I think Tom and I have hashed through this over time. (Ala, the information IN a source vs information ABOUT a source.)
To find these discussion references just takes forever.
"I extract genealogical information from that source and call it evidence..."
We took an oversimplified example way too far here:
Direct Model Support for the Evidence and Conclusion Process
Please let me know if that didn't answer your question.
Separately and perhaps a little indirect... Say I'm talking to two people--one being a data person and the other better characterized as a user :)--and I mention the "GenTech" like E&C (don't shoot me again, Tom)--the data person's face lights up, almost like they feel finally at home.
If I continue to describe the "evidence person" concept, the user's got a furrowed brow. Their eyes gloss over about the time the data guy starts to drool.
If I try to talk about why? The user says, "I can do all that without this thing. When I explained all the sorting benefits the other night, one person sent me a note-"Oh, I agree, but I heard Microsoft has this new product called Excel."
More than one person has called it "old technology" and ask me why the data side doesn't "get it."
(See, they might want to shoot me too.)
I want to grab the record and the online citation and have my software source system create a "master source." Then I decide the further dispensation of the record.

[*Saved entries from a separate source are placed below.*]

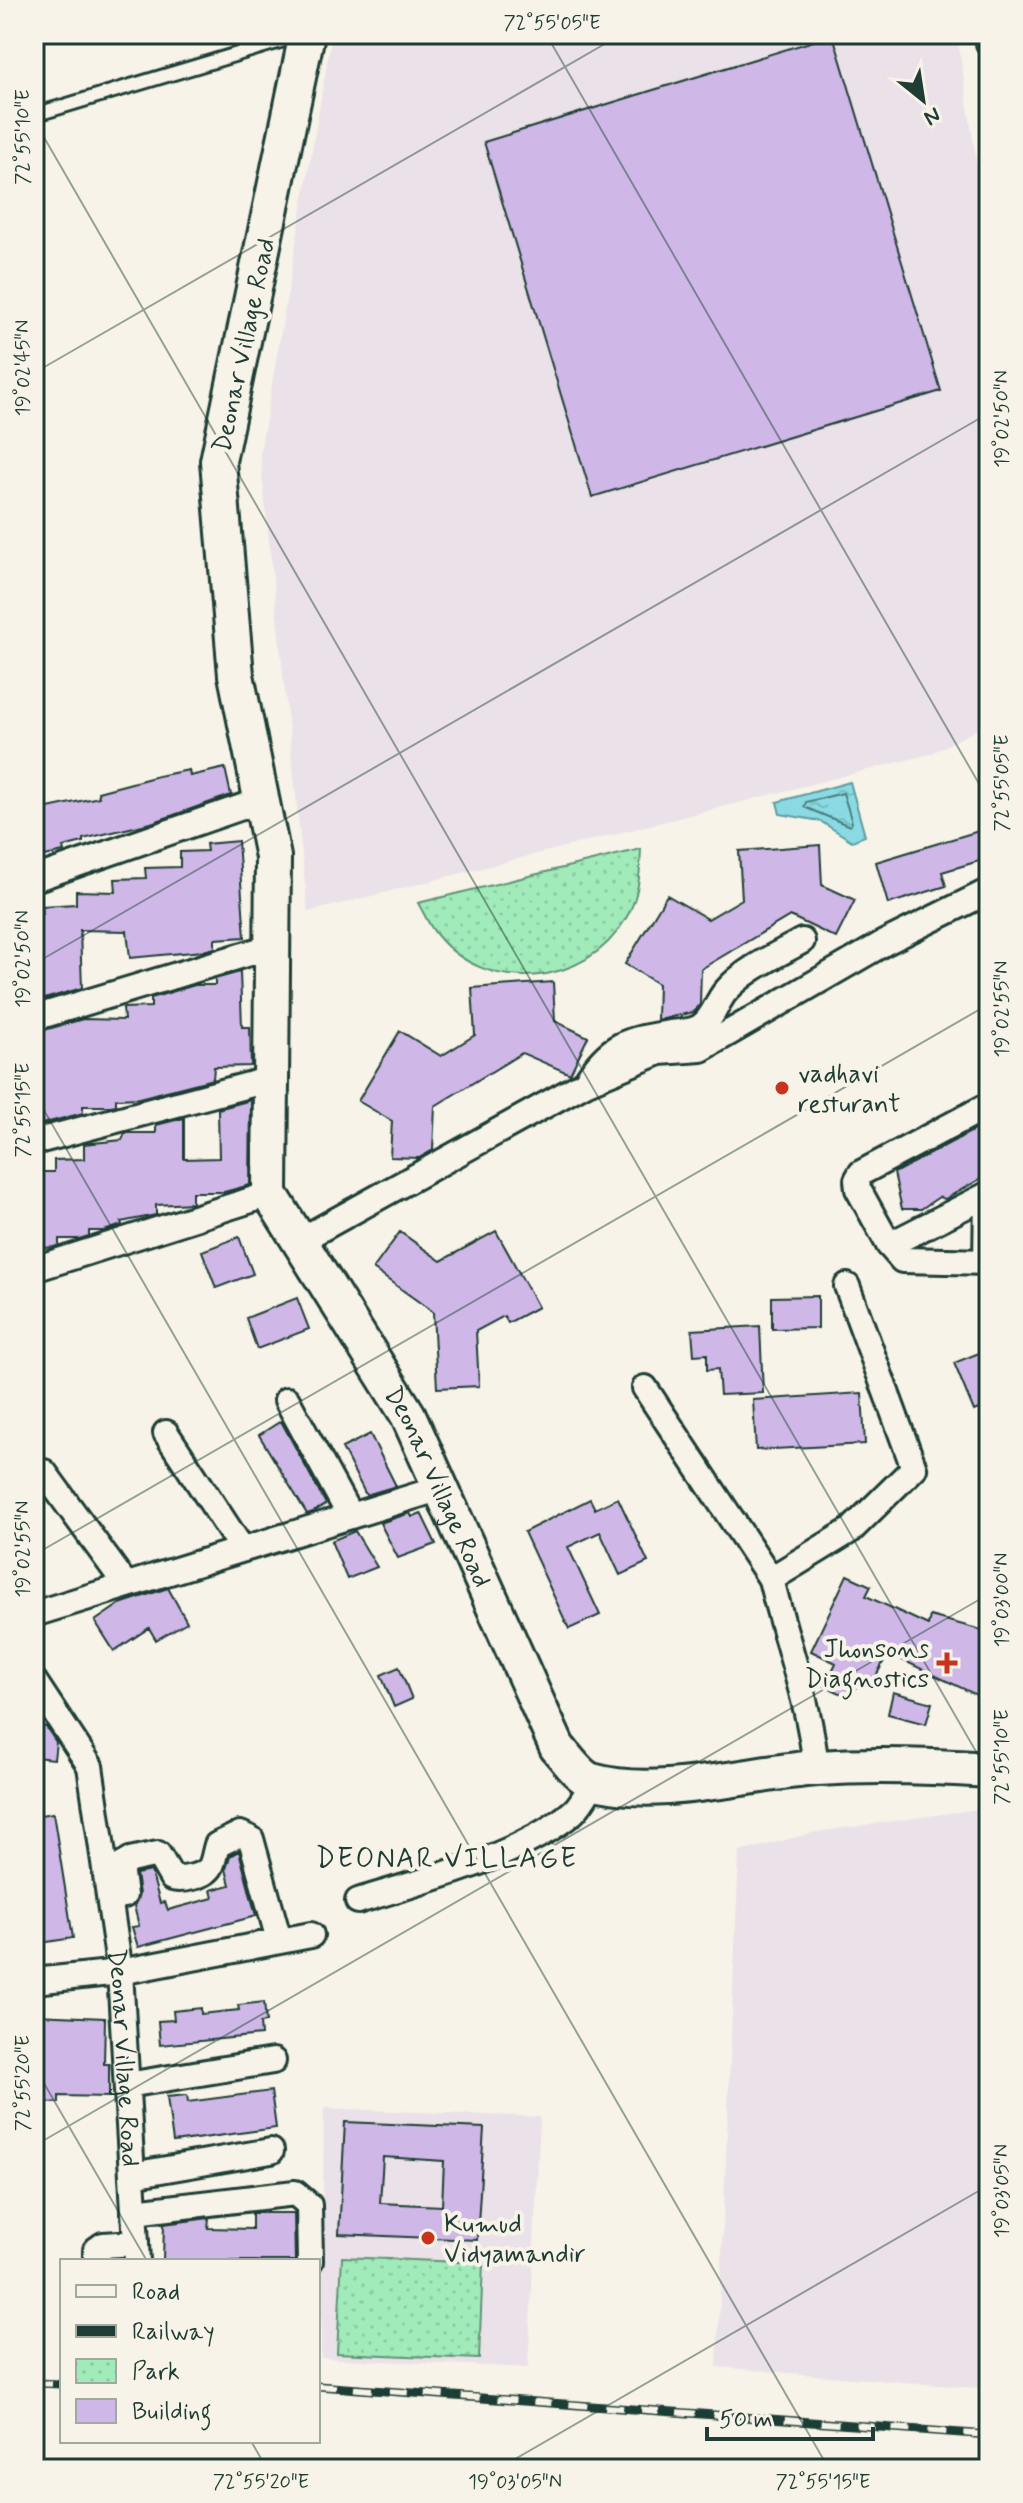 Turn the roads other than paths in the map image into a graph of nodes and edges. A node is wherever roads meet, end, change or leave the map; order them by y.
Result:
1 (306, 34) edge
2 (988, 34) edge
3 (989, 43) edge
4 (34, 115) edge
5 (262, 800) junction
6 (34, 879) edge
7 (989, 891) edge
8 (802, 941) dead end
9 (273, 946) junction
10 (34, 1018) edge
11 (271, 1079) junction
12 (585, 1083) junction
13 (989, 1105) edge
14 (34, 1142) edge
15 (270, 1194) junction
16 (988, 1194) edge
17 (299, 1241) junction
18 (889, 1245) junction
19 (988, 1262) edge
20 (34, 1269) edge
21 (847, 1286) dead end
22 (645, 1388) dead end
23 (287, 1400) dead end
24 (166, 1433) dead end
25 (44, 1472) dead end
26 (441, 1488) junction
27 (350, 1516) junction
28 (242, 1549) junction
29 (771, 1579) junction
30 (126, 1585) junction
31 (34, 1614) edge
32 (34, 1681) edge
33 (816, 1768) junction
34 (989, 1770) edge
35 (594, 1781) junction
36 (358, 1901) dead end
37 (130, 1932) dead end
38 (311, 1935) dead end
39 (279, 1940) junction
40 (120, 1972) junction
41 (34, 1981) edge
42 (273, 2061) dead end
43 (127, 2085) junction
44 (271, 2151) dead end
45 (132, 2175) junction
46 (142, 2211) junction
47 (141, 2255) edge
48 (96, 2259) edge
49 (310, 2259) edge

1 - 4 lane
1 - 5 main road, Deonar Village Road
2 - 3 street
5 - 6 street
5 - 9 main road, Deonar Village Road
7 - 12 street
8 - 12 street
9 - 10 street
9 - 11 main road, Deonar Village Road
11 - 14 street
11 - 15 main road, Deonar Village Road
12 - 17 street
13 - 18 street
15 - 17 main road, Deonar Village Road
15 - 20 street
16 - 18 street
16 - 19 street
17 - 26 main road, Deonar Village Road
18 - 19 street
21 - 29 street
22 - 29 street
23 - 27 street
24 - 28 street
25 - 30 street
26 - 27 street
26 - 35 main road, Deonar Village Road
27 - 28 street
28 - 30 street
29 - 33 street
30 - 31 street
32 - 40 street, Deonar Village Road
33 - 34 main road
33 - 35 main road
35 - 36 street
37 - 39 street
38 - 39 street
39 - 40 street
40 - 41 street
40 - 43 street, Deonar Village Road
42 - 43 street
43 - 45 street, Deonar Village Road
44 - 45 street
45 - 46 street, Deonar Village Road
46 - 47 street, Deonar Village Road
46 - 49 street
47 - 48 street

I'd probably always send it to the Admin-Research (research log). Occasionally it might slide right into someone's individual record.
As I 'splained in the last meeting, I don't see myself creating an evidence person.
Adrian wrote, "[what did you mean by...] the information snippet and logic and reasoning being recorded in the database proper"
Sorry, I don't have a good way of distinguishing between the Admin-Research area, the individual, places and ships section and the "source structure" sections of the database. I'm sure y'all will let me know.
Please let me know if that did not answer your question.
You wrote, "I don't understand ...snippets"
Humm... I think it's what you call evidence. Does the response above to testuser help?
You wrote, "the clearing house for the record capture ... I don't know what this mean."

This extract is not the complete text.